Cerrar capítulos:
• Siempre es preciso saber cuándo se acaba una etapa de la vida
• Si insistes en permanecer en ella, más allá del tiempo necesario, pierdes la
alegría y el sentido del resto
• Cerrando círculos, o cerrando puertas, o cerrando capítulos. Como quieras
llamarlo, lo importante es poder cerrarlos, dejar ir momentos de la vida que
se van clausurando
• ¿Terminó con su trabajo?, ¿Se acabó la relación?, ¿Ya no vive más en esa
casa?, ¿Debe irse de viaje?, ¿La amistad se acabó?
• Puede pasarse algún tiempo de su presente "repasando" los “porqués”,
rebobinando el casette para tratar de entender por qué sucedió tal o cual
hecho.
• El desgaste sería infinito porque en la vida, usted, yo, su amigo, sus hijos,
sus hermanas, todos y todas, estamos abocados a ir cerrando capítulos, a
pasar la hoja, a terminar con etapas o con momentos de la vida y seguir
adelante.
• No podemos estar en el presente añorando el pasado. Ni siquiera
preguntándonos por qué. Lo que sucedió, sucedió, y hay que soltar, hay que
desprenderse.
• No podemos ser niños eternos, ni adolescentes tardíos, ni empleados de
empresas inexistentes, ni tener vínculos con quien no quiere estar vinculado
a nosotros.
• No ¡Los hechos pasan y hay que dejarlos ir! Por eso a veces es tan
importante destruir recuerdos, regalar pertenencias, cambiar de casa, tirar
documentos, vender o regalar tus libros.
• Los cambios externos pueden simbolizar procesos interiores de superación.

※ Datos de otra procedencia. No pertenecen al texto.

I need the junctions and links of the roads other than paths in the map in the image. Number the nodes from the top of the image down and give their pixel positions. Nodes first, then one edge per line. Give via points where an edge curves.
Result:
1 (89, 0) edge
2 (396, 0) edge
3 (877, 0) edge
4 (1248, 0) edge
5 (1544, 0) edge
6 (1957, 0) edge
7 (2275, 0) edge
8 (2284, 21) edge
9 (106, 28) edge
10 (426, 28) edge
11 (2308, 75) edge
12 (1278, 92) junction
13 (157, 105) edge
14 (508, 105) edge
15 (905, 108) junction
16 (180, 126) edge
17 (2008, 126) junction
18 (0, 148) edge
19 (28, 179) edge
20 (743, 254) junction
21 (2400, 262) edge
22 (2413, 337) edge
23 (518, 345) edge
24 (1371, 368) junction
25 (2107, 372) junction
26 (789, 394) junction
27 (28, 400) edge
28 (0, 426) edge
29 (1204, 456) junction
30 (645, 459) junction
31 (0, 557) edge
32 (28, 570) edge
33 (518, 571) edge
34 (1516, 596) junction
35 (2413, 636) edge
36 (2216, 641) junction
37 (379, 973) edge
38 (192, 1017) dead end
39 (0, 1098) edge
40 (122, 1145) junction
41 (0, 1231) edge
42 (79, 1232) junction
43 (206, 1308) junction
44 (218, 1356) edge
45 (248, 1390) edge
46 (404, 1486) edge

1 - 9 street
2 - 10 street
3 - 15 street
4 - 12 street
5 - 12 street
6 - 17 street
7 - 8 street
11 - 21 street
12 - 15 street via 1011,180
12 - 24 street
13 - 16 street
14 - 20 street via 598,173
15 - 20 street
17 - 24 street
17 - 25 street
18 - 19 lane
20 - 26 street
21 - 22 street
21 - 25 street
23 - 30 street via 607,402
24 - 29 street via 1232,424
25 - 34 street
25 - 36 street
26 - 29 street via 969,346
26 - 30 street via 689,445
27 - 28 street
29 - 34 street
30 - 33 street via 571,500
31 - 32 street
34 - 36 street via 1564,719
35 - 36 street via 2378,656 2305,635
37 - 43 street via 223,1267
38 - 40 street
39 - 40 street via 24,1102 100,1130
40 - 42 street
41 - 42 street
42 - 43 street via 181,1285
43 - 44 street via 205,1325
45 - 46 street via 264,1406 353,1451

·Dejar ir, soltar, desprenderse.
En la vida nadie juega con las cartas marcadas, y hay que aprender a perder
y a ganar. Hay que dejar ir, hay que pasar la hoja, hay que vivir con sólo lo
que tenemos en el presente! El pasado ya pasó.
• No espere que le devuelvan, no espere que le reconozcan, no espere que
alguna vez se den cuenta de quién es usted.
• Suelte el resentimiento, encender "su televisor personal" para darle y darle
vueltas al asunto lo único que consigue es dañarlo mentalmente, envenenarlo,
amargarlo.
• La vida está para seguir adelante, nunca para atrás. Porque si usted anda
por la vida dejando "puertas abiertas", “por si acaso”, nunca podrá
desprenderse, ni vivir lo de hoy con satisfacción.
• Noviazgos o amistades que no clausuran, posibilidades de "regresar" (a
qué?), necesidad de aclaraciones, palabras que no se dijeron, silencios que lo
invadieron
• ¡Si puede enfrentarlos ya y ahora, hágalo!, si no, déjelo ir, cierre capítulos.
Dígase a usted mismo que no, que no vuelve.
• Pero no por orgullo ni soberbia, sino porque usted ya no encaja allí, en ese
lugar, en esa sintonía, en ese espacio, en esos hábitos, en esos conceptos, en
ese oficio. Usted ya no es el mismo que se fue, hace dos días, hace tres
meses, hace un año, por lo tanto, no hay nada a que volver.
• Cierre la puerta, pase la hoja, cierre el círculo. Ni usted será el mismo, ni el
entorno al que regresa será igual, porque en la vida nada se queda quieto,
nada es estático.
• Es por salud esencial, por amor a usted mismo; desprender lo que ya no está
en su vida.
• Recuerde que nada ni nadie es indispensable. Ni una persona, ni un lugar, ni
un trabajo, nada es vital para vivir porque: cuando usted vino a este mundo
'llegó' sin ese adhesivo, por lo tanto es "costumbre" vivir pegado a él, y es
un trabajo personal aprender a vivir sin él, sin el adhesivo humano o físico
que hoy le duele dejar ir.
• Es un proceso de aprender a desprenderse y humanamente se puede lograr
porque, le repito, !nada ni nadie nos es indispensable!
Sólo es costumbre, apego, necesidad.
• Por eso .... cierre, clausure, limpie, tire, oxigene, despréndase, sacuda,
suelte.
• Hay tantas palabras para expresar esa salud esencial y cualquiera que sea la
que escoja, le ayudará definitivamente a seguir para adelante con confianza.
• ¡Esa es la vida! (Cerrar capítulos, Paulo Coelho).